Pendant deux heures, six conteurs nous ont chacun raconté une histoire, fantaisiste et captivante, sur des thèmes variés. Certaines à l'aspect réel, d'autres, comme celle de Chrystine Brouillet, clairement inventée.
Le premier conteur, Marcel Sabourin, a dégêné la salle, avec un manque de sérieux bien à lui. Le fou rire en a pris plusieurs et il nous a donné envie de voir la suite.
Le deuxième conte, mettant en vedette Marie Eykel, nous a tenu en haleine du début à la fin avec un suspense digne du talent de l'auteure, Chrystine Brouillet.
Le troisième conte nous a amené dans un univers à la Michel Tremblay, où voisins et voisines sont toujours très à l'écoute les uns des autres.
Le conte suivant a maintenu notre intérêt avec une histoire digne d'une première page du Journal de Montréal. Le débit de paroles soutenu d'Anne Casabonne enveloppait toute la salle et tout le reste a disparu l'instant de cette histoire.
Les «Cagoules Rouges» (interprété par Louissette Dussault), belle histoire à propos de deux jumelles, nous a laissé émus.

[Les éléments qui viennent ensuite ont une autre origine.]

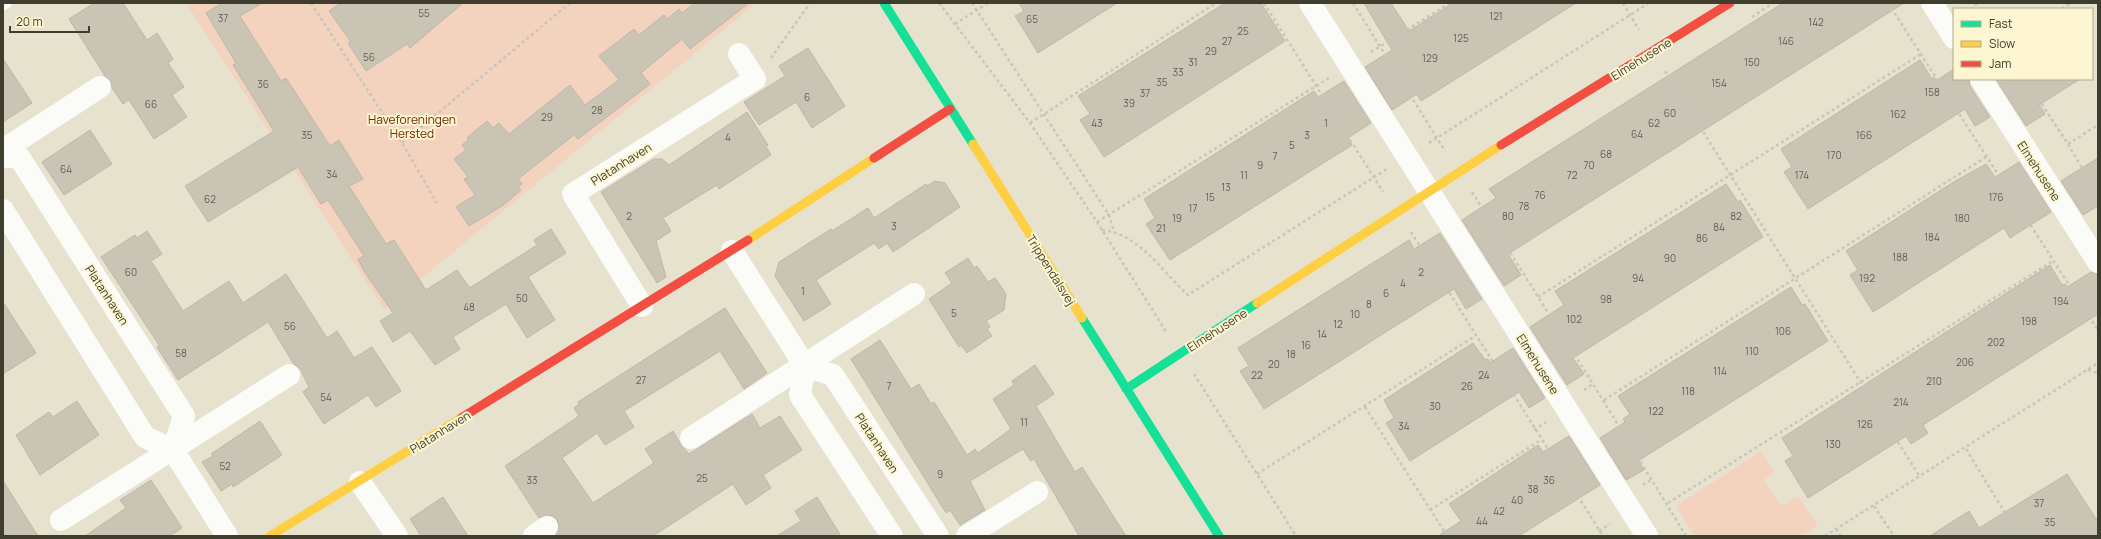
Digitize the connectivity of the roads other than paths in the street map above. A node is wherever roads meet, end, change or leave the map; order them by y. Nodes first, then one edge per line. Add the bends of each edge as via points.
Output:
1 (884, 3) edge
2 (1310, 3) edge
3 (1730, 3) edge
4 (1932, 3) edge
5 (1953, 36) edge
6 (739, 54) dead end
7 (1982, 80) edge
8 (100, 87) dead end
9 (950, 109) junction
10 (3, 150) edge
11 (3, 157) edge
12 (1428, 191) junction
13 (3, 210) edge
14 (732, 251) junction
15 (2098, 262) edge
16 (914, 294) dead end
17 (642, 306) junction
18 (805, 366) junction
19 (289, 375) dead end
20 (1126, 389) junction
21 (691, 438) dead end
22 (173, 450) junction
23 (360, 482) junction
24 (1037, 492) dead end
25 (61, 520) dead end
26 (227, 536) edge
27 (270, 536) edge
28 (397, 536) edge
29 (892, 536) edge
30 (938, 536) edge
31 (967, 536) edge
32 (1218, 536) edge
33 (1647, 536) edge

1 - 9 street, Trippendalsvej
2 - 12 street, Elmehusene
3 - 12 street, Elmehusene
4 - 5 street
6 - 17 street, Platanhaven via 755,79 573,194
7 - 15 street, Elmehusene
8 - 10 street
9 - 14 street, Platanhaven
9 - 20 street, Trippendalsvej
11 - 22 street, Platanhaven via 19,157 184,416
12 - 20 street, Elmehusene
12 - 33 street, Elmehusene
13 - 22 street via 145,437
14 - 17 street, Platanhaven
14 - 18 street
16 - 18 street
17 - 23 street, Platanhaven
18 - 21 street
18 - 29 street via 800,395
18 - 30 street, Platanhaven via 833,375
19 - 22 street
20 - 32 street, Trippendalsvej
22 - 25 street
22 - 26 street
23 - 27 street, Platanhaven
23 - 28 street
24 - 31 street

Le dernier conte était définitivement le plus amusant de la soirée et laissait bouche bée de tant d'audace. Superbement assumé par le comédien!
Leurs histoires étaient prenantes tant on a envie de savoir la fin, soirée super sympa!
Petit bémol: le sens de l'humour de certains textes était peut-être un peu...commun. Les «criss» et «calisse» ne font malheureusement pas rire tout le monde aux larmes.
Et je n'ai pas retrouvé de magie de Noël (les Contes Urbains sont bien une tradition de Noël)... celle qu'on sent nous emplir de nos souvenirs du temps des Fêtes....mais peu importe, tout le monde aime se faire conter des histoires et les comédiens de la Licorne ont définitivement ravis l'auditoire!